__WORK INSTRUCTIONS__.
Without changing a word, return the listing below, minus its images.

Start of DATA EXCERPT

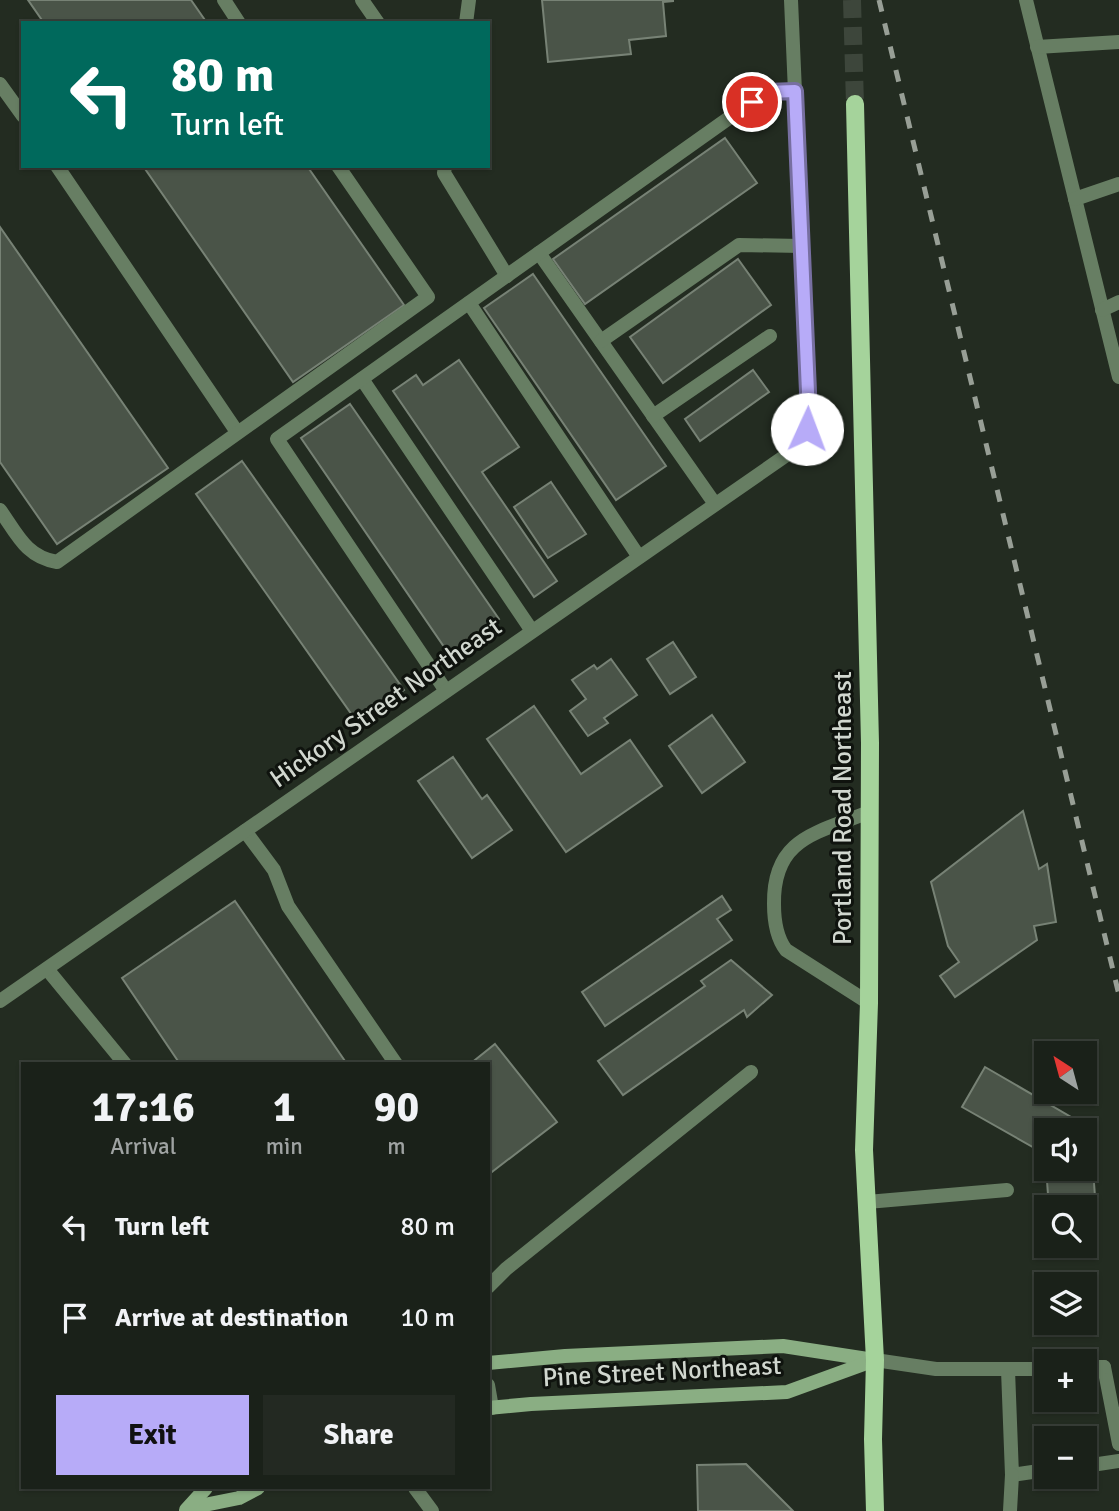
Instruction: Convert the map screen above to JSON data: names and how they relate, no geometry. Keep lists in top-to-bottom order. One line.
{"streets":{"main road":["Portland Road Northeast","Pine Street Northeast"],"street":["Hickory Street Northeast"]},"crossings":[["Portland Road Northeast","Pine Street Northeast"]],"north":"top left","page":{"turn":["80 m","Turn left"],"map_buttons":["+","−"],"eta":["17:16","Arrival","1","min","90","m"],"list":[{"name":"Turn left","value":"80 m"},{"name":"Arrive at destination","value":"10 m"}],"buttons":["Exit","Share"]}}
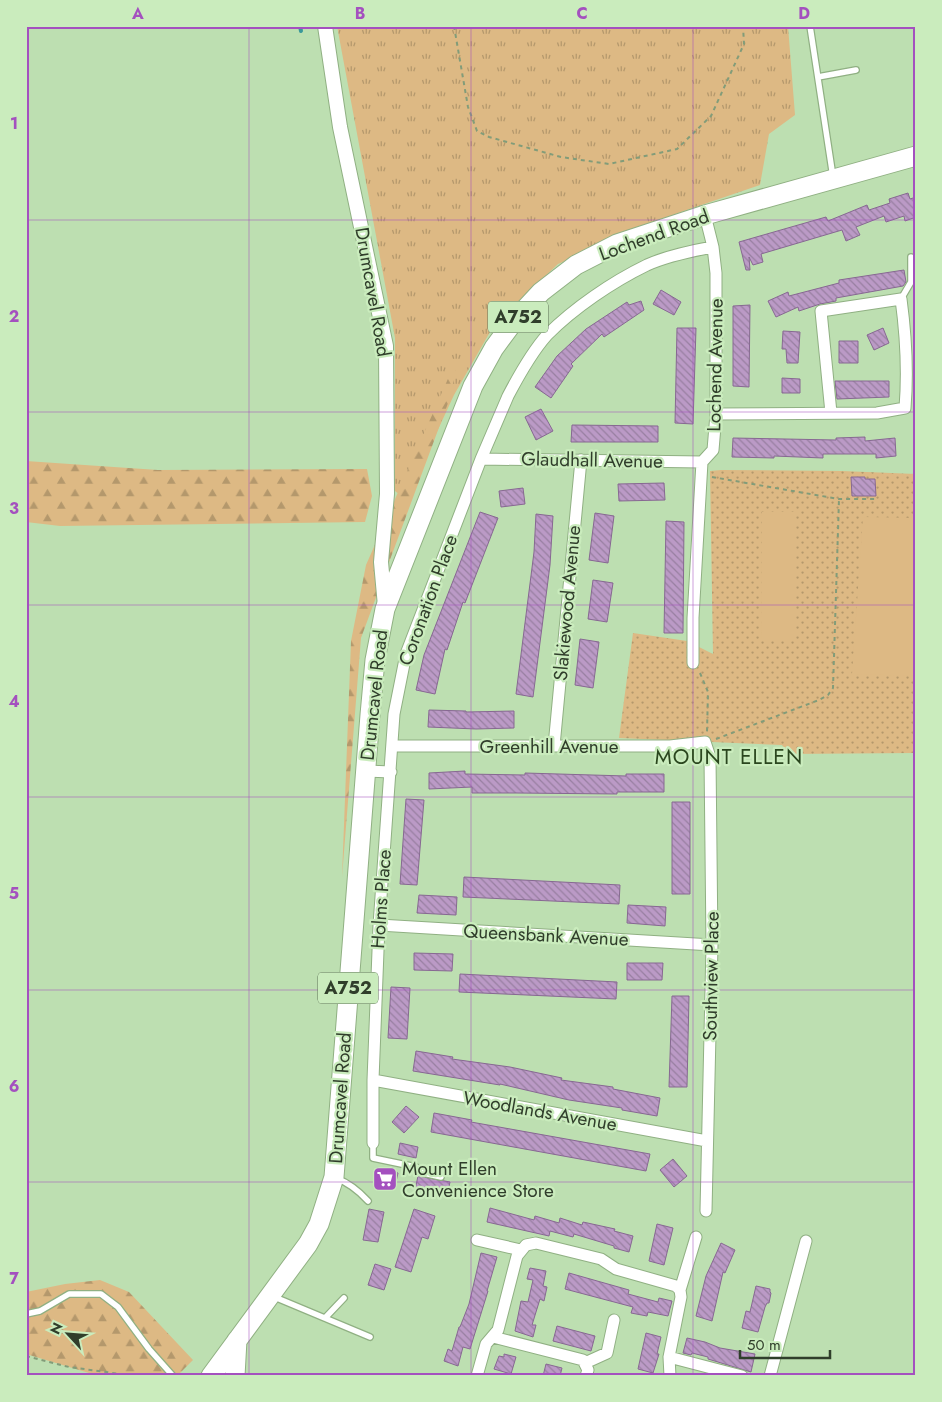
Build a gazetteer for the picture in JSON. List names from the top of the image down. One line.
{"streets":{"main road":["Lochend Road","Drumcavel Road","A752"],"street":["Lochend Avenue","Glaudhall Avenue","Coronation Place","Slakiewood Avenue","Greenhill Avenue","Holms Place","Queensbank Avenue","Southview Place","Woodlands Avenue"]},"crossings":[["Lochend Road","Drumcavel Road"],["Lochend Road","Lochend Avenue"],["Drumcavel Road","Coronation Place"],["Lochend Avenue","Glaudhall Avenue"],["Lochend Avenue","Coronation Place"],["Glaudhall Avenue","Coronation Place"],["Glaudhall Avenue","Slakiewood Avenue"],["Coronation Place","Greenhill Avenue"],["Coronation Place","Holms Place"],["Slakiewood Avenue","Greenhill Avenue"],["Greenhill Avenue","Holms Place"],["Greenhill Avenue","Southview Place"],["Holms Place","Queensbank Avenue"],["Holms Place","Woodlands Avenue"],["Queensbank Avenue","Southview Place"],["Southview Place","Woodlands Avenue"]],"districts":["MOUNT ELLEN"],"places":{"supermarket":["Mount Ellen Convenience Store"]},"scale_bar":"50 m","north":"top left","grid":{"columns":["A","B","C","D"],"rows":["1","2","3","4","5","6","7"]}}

End of DATA EXCERPT

__OUTPUT OF THE EXERCISE__.
Instruction: Convert the map screen above to JSON data: names and how they relate, no geometry. Keep lists in top-to-bottom order. One line.
{"streets":{"main road":["Portland Road Northeast","Pine Street Northeast"],"street":["Hickory Street Northeast"]},"crossings":[["Portland Road Northeast","Pine Street Northeast"]],"north":"top left","page":{"turn":["80 m","Turn left"],"map_buttons":["+","−"],"eta":["17:16","Arrival","1","min","90","m"],"list":[{"name":"Turn left","value":"80 m"},{"name":"Arrive at destination","value":"10 m"}],"buttons":["Exit","Share"]}}
Build a gazetteer for the picture in JSON. List names from the top of the image down. One line.
{"streets":{"main road":["Lochend Road","Drumcavel Road","A752"],"street":["Lochend Avenue","Glaudhall Avenue","Coronation Place","Slakiewood Avenue","Greenhill Avenue","Holms Place","Queensbank Avenue","Southview Place","Woodlands Avenue"]},"crossings":[["Lochend Road","Drumcavel Road"],["Lochend Road","Lochend Avenue"],["Drumcavel Road","Coronation Place"],["Lochend Avenue","Glaudhall Avenue"],["Lochend Avenue","Coronation Place"],["Glaudhall Avenue","Coronation Place"],["Glaudhall Avenue","Slakiewood Avenue"],["Coronation Place","Greenhill Avenue"],["Coronation Place","Holms Place"],["Slakiewood Avenue","Greenhill Avenue"],["Greenhill Avenue","Holms Place"],["Greenhill Avenue","Southview Place"],["Holms Place","Queensbank Avenue"],["Holms Place","Woodlands Avenue"],["Queensbank Avenue","Southview Place"],["Southview Place","Woodlands Avenue"]],"districts":["MOUNT ELLEN"],"places":{"supermarket":["Mount Ellen Convenience Store"]},"scale_bar":"50 m","north":"top left","grid":{"columns":["A","B","C","D"],"rows":["1","2","3","4","5","6","7"]}}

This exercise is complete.